After the tech meltdown in 2002 and the rise of Indian offshore software services firms such as Infosys, Wipro, and TCS (Tata Consultancy Services), Accenture has ramped up its back-office operations from India to take advantage of the wage arbitrage opportunities that a lower-cost workforce can bring to the table.
But Mr. Green said the focus this year will return to Accenture’s lucrative consultancy business. “We want to re-energize this business,” he said. “We see that it is this unique strength of ours that is difficult [for competitors] to replicate. And we see tons of opportunities to drive this business out of India.”
Despite the announcement, shares of Accenture fell $0.14 to $36.39 in recent trading.
Homegrown Growth vs. Imported
India’s homegrown software giants have been growing at 30 percent a year for the last few years and have understood the need to offer high-value services such as consulting. Other global competitors of Accenture are also active in India.
IBM, Accenture’s closest competitor, had 53,000 employees in India as of December 2006. In June of last year, IBM declared it would invest $6 billion in India over three years to increase outsourcing services and client management from the country (see IBM Invests $6B in India).
EDS, another competitor, has chosen the inorganic route to growth by acquiring software services firm MphasiS in April 2006 (see EDS Offers $380M for MphasiS).

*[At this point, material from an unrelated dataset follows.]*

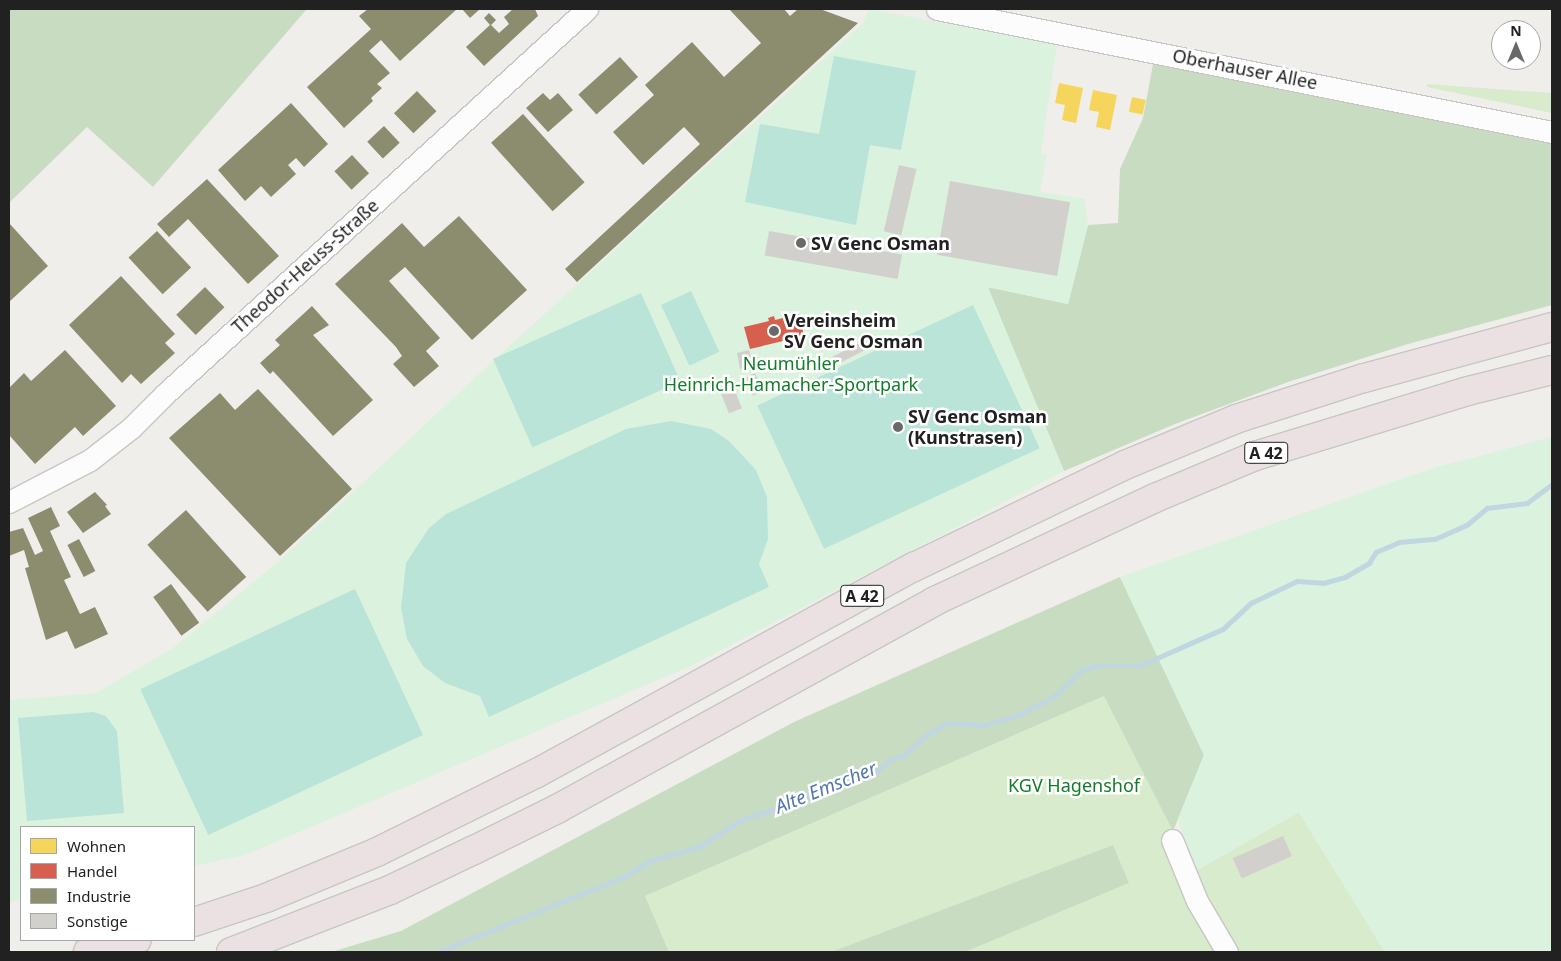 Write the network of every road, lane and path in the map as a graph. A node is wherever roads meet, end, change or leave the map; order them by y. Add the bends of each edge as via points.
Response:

When asked about Accenture’s investment plans for India, Mr. Green made an oblique reference to IBM, saying: “Companies make statements giving happy numbers, but who knows what they are actually doing on the ground. We don’t calculate such figures. However, we do spend a billion dollars every year in training our people and on R&D.”
Much of that was flowing to India, he implied, because last year the company also decided to locate a research lab in Bangalore.